Tra i titoli che ieri si sono mossi in controtendenza rispetto al Ftse Mib troviamo Nexi, che ha vissuto una seduta speculare a quella della vigilia.

Nexi scende in controtendenza

In avvio di settimana il titolo ha guadagnato lo 0,78%, mentre ieri si è mosso in direzione opposta, fermandosi a 17,86 euro, con un calo dello 0,7% e quasi 1,1 milioni di azioni passate di mano, al di sotto della media degli ultimi 30 giorni pari a poco meno di 1,5 milioni.
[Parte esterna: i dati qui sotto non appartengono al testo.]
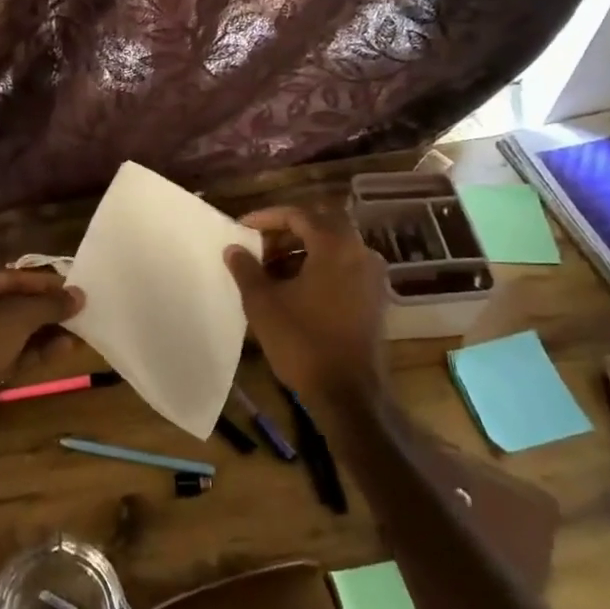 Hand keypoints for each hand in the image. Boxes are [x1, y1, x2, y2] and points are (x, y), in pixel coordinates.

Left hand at [0, 269, 82, 443]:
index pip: (8, 278)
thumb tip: (80, 295)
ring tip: (79, 333)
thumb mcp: (15, 318)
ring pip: (11, 332)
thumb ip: (48, 305)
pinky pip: (7, 353)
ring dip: (43, 333)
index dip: (43, 284)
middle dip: (45, 312)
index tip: (73, 288)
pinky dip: (32, 352)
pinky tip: (63, 350)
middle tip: (78, 312)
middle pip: (10, 305)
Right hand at [224, 205, 387, 403]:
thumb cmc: (303, 342)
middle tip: (258, 245)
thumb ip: (246, 269)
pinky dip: (319, 267)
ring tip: (271, 269)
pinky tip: (294, 288)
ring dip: (302, 250)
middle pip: (322, 225)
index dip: (267, 218)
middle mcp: (361, 252)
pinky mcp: (375, 299)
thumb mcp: (263, 303)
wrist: (349, 394)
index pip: (299, 215)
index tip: (242, 228)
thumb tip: (233, 248)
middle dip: (287, 231)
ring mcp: (373, 277)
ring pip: (334, 247)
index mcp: (336, 246)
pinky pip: (344, 267)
Nexi: al via il progetto CBI Hub Cloud

Nexi non ha beneficiato delle ultime notizie da cui si è appreso che CBI, società partecipata da circa 400 banche e altri intermediari non bancari, che svolge il ruolo di hub per l’innovazione tecnologica e la digitalizzazione collaborativa dell’industria finanziaria, creando servizi digitali di pagamento e transazionali che gli intermediari offrono a imprese, cittadini e Pubblica Amministrazione, ha conferito a Nexi e a SIA l’incarico di ridisegnare l’architettura tecnologica di interconnessione tra tutte le banche e i Payment Service Provider (PSP) clienti di CBI.

L’obiettivo è quello di far evolvere l’offerta di servizi digitali di transaction banking per cittadini, imprese e Pubblica Amministrazione: verso la fine del 2022 le banche effettueranno i primi test del nuovo sistema.

La nuova architettura, denominata CBI Hub Cloud, consentirà il passaggio delle infrastrutture CBI, che gestiscono oggi tutte le transazioni di pagamento e incasso multibanca tra le aziende italiane e verso la pubblicazione amministrazione, su tecnologia Cloud privata e dedicata.

Il CBI HUB Cloud verrà sviluppato con la tecnologia API che Nexi ha già utilizzato per lo sviluppo di CBI Globe, la piattaforma per l’Open Banking italiano.

Cib con Nexi e Sia: cosa cambia per le banche

Per le banche nascerà un HUB Cloud di servizi che aggiunge efficienza e innovazione al Servizio CBI Multibanca, punto di riferimento per il cash management e per il collegamento remote banking delle corporate in Italia.

Per gli istituti di credito saranno più agevoli l’adesione al servizio, che potrà avvenire con l’installazione di un client software molto leggero, e il monitoraggio real time delle transazioni grazie a dashboard collegate online con l’HUB.

Nexi sotto la lente di Equita SIM

Gli analisti di Equita SIM ritengono che il contratto dia maggiore visibilità alla crescita della divisione più piccola di Nexi, quella Digital Banking & Corporate solutions (18% delle vendite proforma) che è legata a soluzioni di pagamento digitale non con carte per istituzioni finanziarie e corporate.

Resta immutata la view positiva su Nexi che secondo Equita SIM merita una raccomandazione "buy", con un prezzo obiettivo a 20 euro.